When I got off at my stop he told me to “have a good day, honey,” or something like that, and I went about my business and thought absolutely nothing of it. Interactions like that happened to me daily on the bus.
I took the bus home that night and was preparing to help my brother and my mom pack up our house and prepare to move furniture to our new place the next day. I walked through my front door and saw my family and a few of their friends standing in a circle drinking beer, and all of the sudden I notice that guy I met on the bus, like, five hours ago standing in my living room.
My mom and my brother had just met him, like, 30 minutes prior. He was recruited to help us by one of my mom’s friends who knew him somehow. It was surreal. He was a nice guy, knew how to carry a couch.
When Mother Nature’s out to get you
Well, once I was at the beach where all the kids in my school and rival schools go to (I live on an island caribbean) and was just throwing rocks into the ocean, The one time I pick up a sharp rock and throw It, mother nature decides to be rude and make the biggest gust of wind carry my sharp little pebble STRAIGHT into the face of the biggest bully ever who goes to the rival of our school (she has a group of men and women who all sit in a circle and talk bad about everyone). (Did I mention they had knives? So, there is a group of 20+ people and the rock hits her IN THE FACE. I just made up my mind and cheesed it. I ran to the nearest car and just spent the next 30 minutes under a Prius. My dignity was hurt enough.

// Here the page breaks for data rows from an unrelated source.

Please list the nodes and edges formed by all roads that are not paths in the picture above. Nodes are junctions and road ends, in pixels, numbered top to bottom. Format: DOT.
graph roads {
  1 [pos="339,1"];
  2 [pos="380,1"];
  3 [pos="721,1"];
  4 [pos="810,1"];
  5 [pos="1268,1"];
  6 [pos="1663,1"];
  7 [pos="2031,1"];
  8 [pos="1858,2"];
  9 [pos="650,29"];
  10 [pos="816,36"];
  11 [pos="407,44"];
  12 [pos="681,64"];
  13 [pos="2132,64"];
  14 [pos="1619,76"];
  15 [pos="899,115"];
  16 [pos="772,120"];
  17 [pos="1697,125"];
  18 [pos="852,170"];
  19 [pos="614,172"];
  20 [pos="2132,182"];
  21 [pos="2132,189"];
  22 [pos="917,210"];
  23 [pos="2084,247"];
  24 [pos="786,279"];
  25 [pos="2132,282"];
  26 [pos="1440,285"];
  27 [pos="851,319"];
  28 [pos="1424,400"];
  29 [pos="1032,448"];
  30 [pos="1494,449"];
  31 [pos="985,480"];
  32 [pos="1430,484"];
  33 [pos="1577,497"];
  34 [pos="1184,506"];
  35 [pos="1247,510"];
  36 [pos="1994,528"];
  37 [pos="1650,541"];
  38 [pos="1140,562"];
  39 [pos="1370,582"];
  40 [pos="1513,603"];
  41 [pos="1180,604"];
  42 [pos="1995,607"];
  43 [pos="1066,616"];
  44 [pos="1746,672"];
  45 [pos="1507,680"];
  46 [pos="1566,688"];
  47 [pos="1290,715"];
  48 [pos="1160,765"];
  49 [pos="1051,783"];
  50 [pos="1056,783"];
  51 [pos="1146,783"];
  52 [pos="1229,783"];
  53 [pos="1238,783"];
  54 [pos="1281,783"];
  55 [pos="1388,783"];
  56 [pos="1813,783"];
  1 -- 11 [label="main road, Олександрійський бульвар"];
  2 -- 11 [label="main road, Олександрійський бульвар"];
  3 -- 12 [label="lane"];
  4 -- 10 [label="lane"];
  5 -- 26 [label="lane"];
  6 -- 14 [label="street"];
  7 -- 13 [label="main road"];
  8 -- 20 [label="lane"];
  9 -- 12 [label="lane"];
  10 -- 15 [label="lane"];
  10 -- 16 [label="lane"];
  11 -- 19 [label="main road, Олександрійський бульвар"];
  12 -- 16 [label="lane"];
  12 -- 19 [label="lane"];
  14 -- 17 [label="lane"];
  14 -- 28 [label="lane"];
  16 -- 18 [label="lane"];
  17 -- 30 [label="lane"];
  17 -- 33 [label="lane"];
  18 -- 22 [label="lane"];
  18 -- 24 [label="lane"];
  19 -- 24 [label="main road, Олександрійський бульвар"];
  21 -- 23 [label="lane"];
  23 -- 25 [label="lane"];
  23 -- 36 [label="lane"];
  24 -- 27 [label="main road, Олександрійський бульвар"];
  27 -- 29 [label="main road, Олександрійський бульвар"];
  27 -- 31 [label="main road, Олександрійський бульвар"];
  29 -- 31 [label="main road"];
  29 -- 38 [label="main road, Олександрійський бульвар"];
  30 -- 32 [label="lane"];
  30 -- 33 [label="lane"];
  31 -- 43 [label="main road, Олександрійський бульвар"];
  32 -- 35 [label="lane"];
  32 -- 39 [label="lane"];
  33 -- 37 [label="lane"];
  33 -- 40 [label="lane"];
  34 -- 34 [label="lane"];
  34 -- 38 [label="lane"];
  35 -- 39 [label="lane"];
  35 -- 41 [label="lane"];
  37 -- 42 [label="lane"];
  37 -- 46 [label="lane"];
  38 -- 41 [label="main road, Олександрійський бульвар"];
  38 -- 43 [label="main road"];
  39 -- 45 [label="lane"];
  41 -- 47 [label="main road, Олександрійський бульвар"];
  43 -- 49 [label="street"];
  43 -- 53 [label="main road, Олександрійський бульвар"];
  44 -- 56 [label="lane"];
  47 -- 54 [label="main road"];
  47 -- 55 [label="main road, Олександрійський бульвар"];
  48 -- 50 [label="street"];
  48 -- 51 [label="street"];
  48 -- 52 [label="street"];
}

Catching up with a criminal
When I was about 14 years old, i lived in an apartment building on the fifth floor. One warm summer day at around 2 or 3 p.m. I’m sitting by the window, when I hear tires screeching and immediately look outside the window. A cab had ran the red light at high speed, slammed on the brakes, and lost control. The car swerved and crashed head on into a store and went inside the store entirely. Being that this happened in New York during rush hour i was pretty sure some people were hit.
As I call my brother in shock to come and take a look, he points out a man walking out with his on his head in some sort of shock. As he is walking from the front towards the back of the car he begins to pick up speed, followed by a full blown sprint of death. We were amazed that no one in the crowd of hundreds of people noticed. Turns out that was the driver.

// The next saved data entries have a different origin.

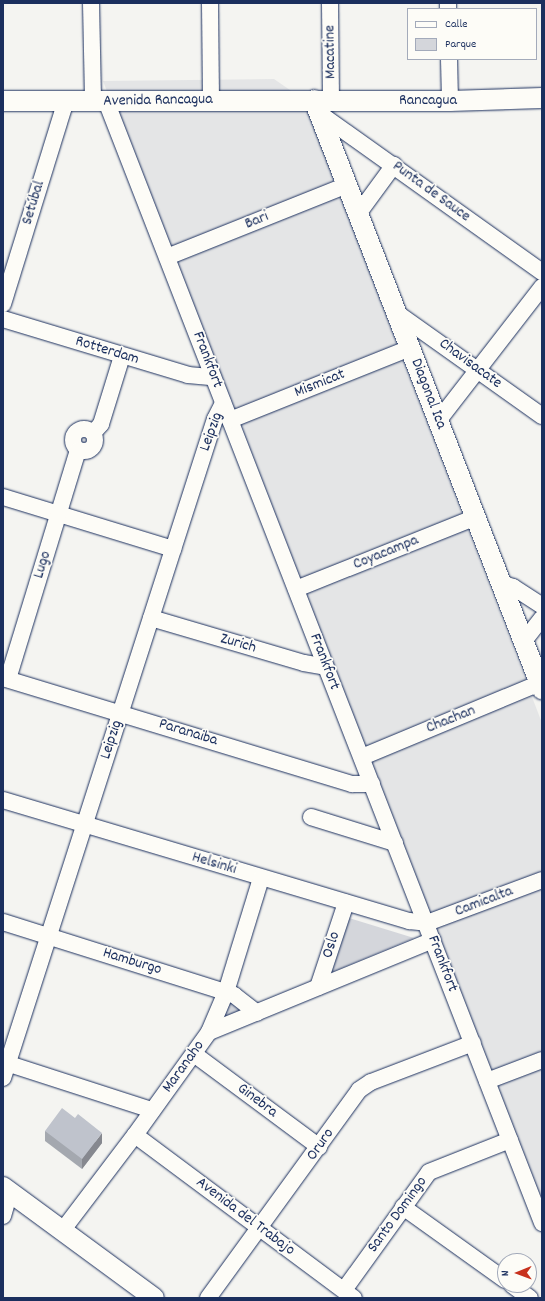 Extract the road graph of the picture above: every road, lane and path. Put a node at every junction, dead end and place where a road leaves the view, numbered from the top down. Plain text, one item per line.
1 (91, 3) edge
2 (210, 3) edge
3 (330, 3) edge
4 (450, 60) edge
5 (212, 100) junction
6 (3, 101) edge
7 (66, 101) junction
8 (100, 101) junction
9 (450, 101) junction
10 (538, 101) edge
11 (321, 105) junction
12 (394, 165) junction
13 (347, 186) junction
14 (358, 214) junction
15 (167, 257) junction
16 (542, 272) edge
17 (542, 287) edge
18 (3, 304) edge
19 (397, 313) junction
20 (3, 318) edge
21 (410, 348) junction
22 (122, 356) junction
23 (478, 370) junction
24 (213, 377) junction
25 (223, 403) junction
26 (542, 416) edge
27 (230, 420) junction
28 (438, 421) junction
29 (3, 497) edge
30 (59, 514) junction
31 (476, 517) junction
32 (173, 549) junction
33 (501, 583) junction
34 (296, 589) junction
35 (542, 606) edge
36 (151, 618) junction
37 (542, 618) edge
38 (524, 641) junction
39 (326, 667) junction
40 (6, 679) edge
41 (541, 686) edge
42 (121, 712) junction
43 (362, 757) junction
44 (372, 784) junction
45 (3, 800) edge
46 (311, 817) dead end
47 (85, 824) junction
48 (395, 843) junction
49 (261, 878) junction
50 (542, 880) edge
51 (346, 904) junction
52 (3, 922) edge
53 (426, 924) junction
54 (50, 936) junction
55 (433, 940) junction
56 (318, 987) junction
57 (226, 992) junction
58 (257, 1013) junction
59 (209, 1032) junction
60 (473, 1043) junction
61 (194, 1054) junction
62 (542, 1060) edge
63 (5, 1067) edge
64 (487, 1081) junction
65 (152, 1110) junction
66 (136, 1135) junction
67 (510, 1140) junction
68 (319, 1147) junction
69 (6, 1190) edge
70 (403, 1207) junction
71 (3, 1216) edge
72 (542, 1223) edge
73 (261, 1229) junction
74 (62, 1231) junction
75 (497, 1274) edge
76 (349, 1294) edge
77 (154, 1298) edge
78 (208, 1298) edge

1 - 8 street
2 - 5 street
3 - 11 street, Macatine
4 - 9 street
5 - 8 main road, Avenida Rancagua
5 - 11 main road, Avenida Rancagua
6 - 7 main road, Avenida Rancagua
7 - 8 main road, Avenida Rancagua
7 - 18 street, Setúbal
8 - 15 street, Frankfort
9 - 10 main road, Rancagua
9 - 11 main road, Rancagua
11 - 12 street, Punta de Sauce
11 - 13 main road, Diagonal Ica
12 - 14 street
12 - 16 street, Punta de Sauce
13 - 14 main road, Diagonal Ica
13 - 15 street, Bari
14 - 19 main road, Diagonal Ica
15 - 24 street, Frankfort
17 - 23 street
19 - 21 main road, Diagonal Ica
19 - 23 street, Chavisacate
20 - 22 street, Rotterdam
21 - 27 street, Mismicat
21 - 28 main road, Diagonal Ica
22 - 24 street, Rotterdam
22 - 30 street, Lugo
23 - 26 street, Chavisacate
23 - 28 street
24 - 25 street, Frankfort
25 - 27 street, Frankfort
25 - 32 street, Leipzig
27 - 34 street, Frankfort
28 - 31 main road, Diagonal Ica
29 - 30 street
30 - 32 street
30 - 40 street, Lugo
31 - 33 main road, Diagonal Ica
31 - 34 street, Coyacampa
32 - 36 street, Leipzig
33 - 35 street
33 - 38 main road, Diagonal Ica
34 - 39 street, Frankfort
36 - 39 street, Zurich
36 - 42 street, Leipzig
37 - 38 street
38 - 41 main road, Diagonal Ica
39 - 43 street, Frankfort
40 - 42 street, Paranaiba
41 - 43 street, Chachan
42 - 44 street, Paranaiba
42 - 47 street, Leipzig
43 - 44 street, Frankfort
44 - 48 street, Frankfort
45 - 47 street, Helsinki
46 - 48 street
47 - 49 street, Helsinki
47 - 54 street, Leipzig
48 - 53 street, Frankfort
49 - 51 street, Helsinki
49 - 57 street, Maranaho
50 - 53 street, Camicalta
51 - 53 street, Helsinki
51 - 56 street, Oslo
52 - 54 street, Hamburgo
53 - 55 street, Frankfort
54 - 57 street, Hamburgo
54 - 63 street, Leipzig
55 - 56 street
55 - 60 street, Frankfort
56 - 58 street
57 - 58 street, Hamburgo
57 - 59 street, Maranaho
58 - 59 street
59 - 61 street, Maranaho
60 - 64 street, Frankfort
60 - 68 street, Oruro
61 - 65 street, Maranaho
61 - 68 street, Ginebra
62 - 64 street
63 - 65 street
64 - 67 street, Frankfort
65 - 66 street, Maranaho
66 - 73 street, Avenida del Trabajo
66 - 74 street, Maranaho
67 - 70 street, Santo Domingo
67 - 72 street, Frankfort
68 - 73 street, Oruro
69 - 71 street
69 - 74 main road
70 - 75 street
70 - 76 street, Santo Domingo
73 - 76 street, Avenida del Trabajo
73 - 78 street, Oruro
74 - 77 main road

Fast forward two years later. My family decides to go on a vacation trip to Dominican Republic. During the last night of our vacation I decided to hang out with this girl at a different hotel. I had informed my father in case I turned out missing. My father being cool and all winked at me and gave me the go since the girl’s parents were friends with my parents. As I am heading back to my parents at around 9 p.m., the cab goes off route and I noticed we were going through a very dark gravel road. I noticed his eyes beaming on me through his rear view mirror and my heart starts pounding. He then says in a low voice. “You’re not from here are you? You’re American.” I freak out and I am 100% sure I’m going to be kidnapped since this is popular in our country. For some reason he seemed angered and ready to do some type of crime. I reply, “Yes I am, but my parents were born here.” He then says, “Oh, I used to live there,” and asks me where exactly I’m from over there. I give him details in hopes of him having something in common so that he would have mercy. He then tells me, “A couple of years ago I had an accident in that area and I left the country. I ended up waking up inside of a store.” I couldn’t believe it. He then asks me what was the outcome since he fled because he was drunk while he was driving. I respond in shock/anger, “You killed four people, one of them was a little old lady (my neighbor) who was on her way to see her new born grandson for the first time.”